■ **About this exercise**: Output the data in full. Keep every word exact and exclude the pictures.

*** Dataset extract

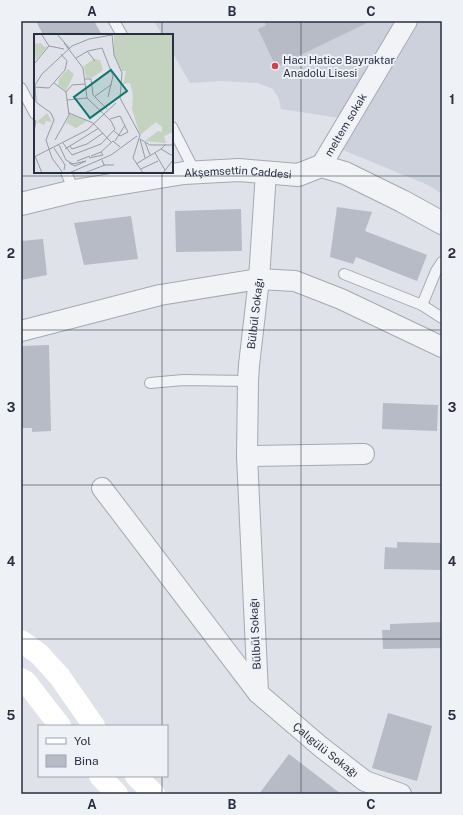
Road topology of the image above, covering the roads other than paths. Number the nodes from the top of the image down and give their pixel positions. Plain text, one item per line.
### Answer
1 (114, 21) edge
2 (408, 21) edge
3 (121, 34) edge
4 (21, 88) edge
5 (34, 112) edge
6 (173, 129) edge
7 (321, 166) junction
8 (195, 172) junction
9 (266, 172) junction
10 (70, 182) edge
11 (21, 204) edge
12 (442, 223) edge
13 (442, 262) edge
14 (344, 274) dead end
15 (259, 279) junction
16 (422, 305) junction
17 (442, 318) edge
18 (21, 331) edge
19 (442, 347) edge
20 (248, 381) junction
21 (150, 382) dead end
22 (364, 454) dead end
23 (247, 456) junction
24 (102, 488) dead end
25 (21, 641) edge
26 (21, 679) edge
27 (258, 693) junction
28 (59, 725) edge
29 (93, 725) edge
30 (101, 777) edge
31 (137, 777) edge
32 (117, 794) edge
33 (154, 794) edge
34 (401, 794) edge

1 - 3 lane
2 - 7 street, meltem sokak
4 - 5 lane
6 - 8 lane
7 - 9 street, Akşemsettin Caddesi
7 - 12 street
8 - 9 street, Akşemsettin Caddesi
8 - 10 street, Akşemsettin Caddesi
9 - 15 street, Bülbül Sokağı
10 - 11 street, Akşemsettin Caddesi
13 - 16 lane
14 - 16 lane
15 - 18 street
15 - 19 street
15 - 20 street, Bülbül Sokağı
16 - 17 lane
20 - 21 lane
20 - 23 street, Bülbül Sokağı
22 - 23 street
23 - 27 street, Bülbül Sokağı
24 - 27 street, Çalıgülü Sokağı
25 - 29 main road
26 - 28 main road
27 - 34 street, Çalıgülü Sokağı
30 - 32 main road
31 - 33 main road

******

■ **Expected output**:
Road topology of the image above, covering the roads other than paths. Number the nodes from the top of the image down and give their pixel positions. Plain text, one item per line.
### Answer
1 (114, 21) edge
2 (408, 21) edge
3 (121, 34) edge
4 (21, 88) edge
5 (34, 112) edge
6 (173, 129) edge
7 (321, 166) junction
8 (195, 172) junction
9 (266, 172) junction
10 (70, 182) edge
11 (21, 204) edge
12 (442, 223) edge
13 (442, 262) edge
14 (344, 274) dead end
15 (259, 279) junction
16 (422, 305) junction
17 (442, 318) edge
18 (21, 331) edge
19 (442, 347) edge
20 (248, 381) junction
21 (150, 382) dead end
22 (364, 454) dead end
23 (247, 456) junction
24 (102, 488) dead end
25 (21, 641) edge
26 (21, 679) edge
27 (258, 693) junction
28 (59, 725) edge
29 (93, 725) edge
30 (101, 777) edge
31 (137, 777) edge
32 (117, 794) edge
33 (154, 794) edge
34 (401, 794) edge

1 - 3 lane
2 - 7 street, meltem sokak
4 - 5 lane
6 - 8 lane
7 - 9 street, Akşemsettin Caddesi
7 - 12 street
8 - 9 street, Akşemsettin Caddesi
8 - 10 street, Akşemsettin Caddesi
9 - 15 street, Bülbül Sokağı
10 - 11 street, Akşemsettin Caddesi
13 - 16 lane
14 - 16 lane
15 - 18 street
15 - 19 street
15 - 20 street, Bülbül Sokağı
16 - 17 lane
20 - 21 lane
20 - 23 street, Bülbül Sokağı
22 - 23 street
23 - 27 street, Bülbül Sokağı
24 - 27 street, Çalıgülü Sokağı
25 - 29 main road
26 - 28 main road
27 - 34 street, Çalıgülü Sokağı
30 - 32 main road
31 - 33 main road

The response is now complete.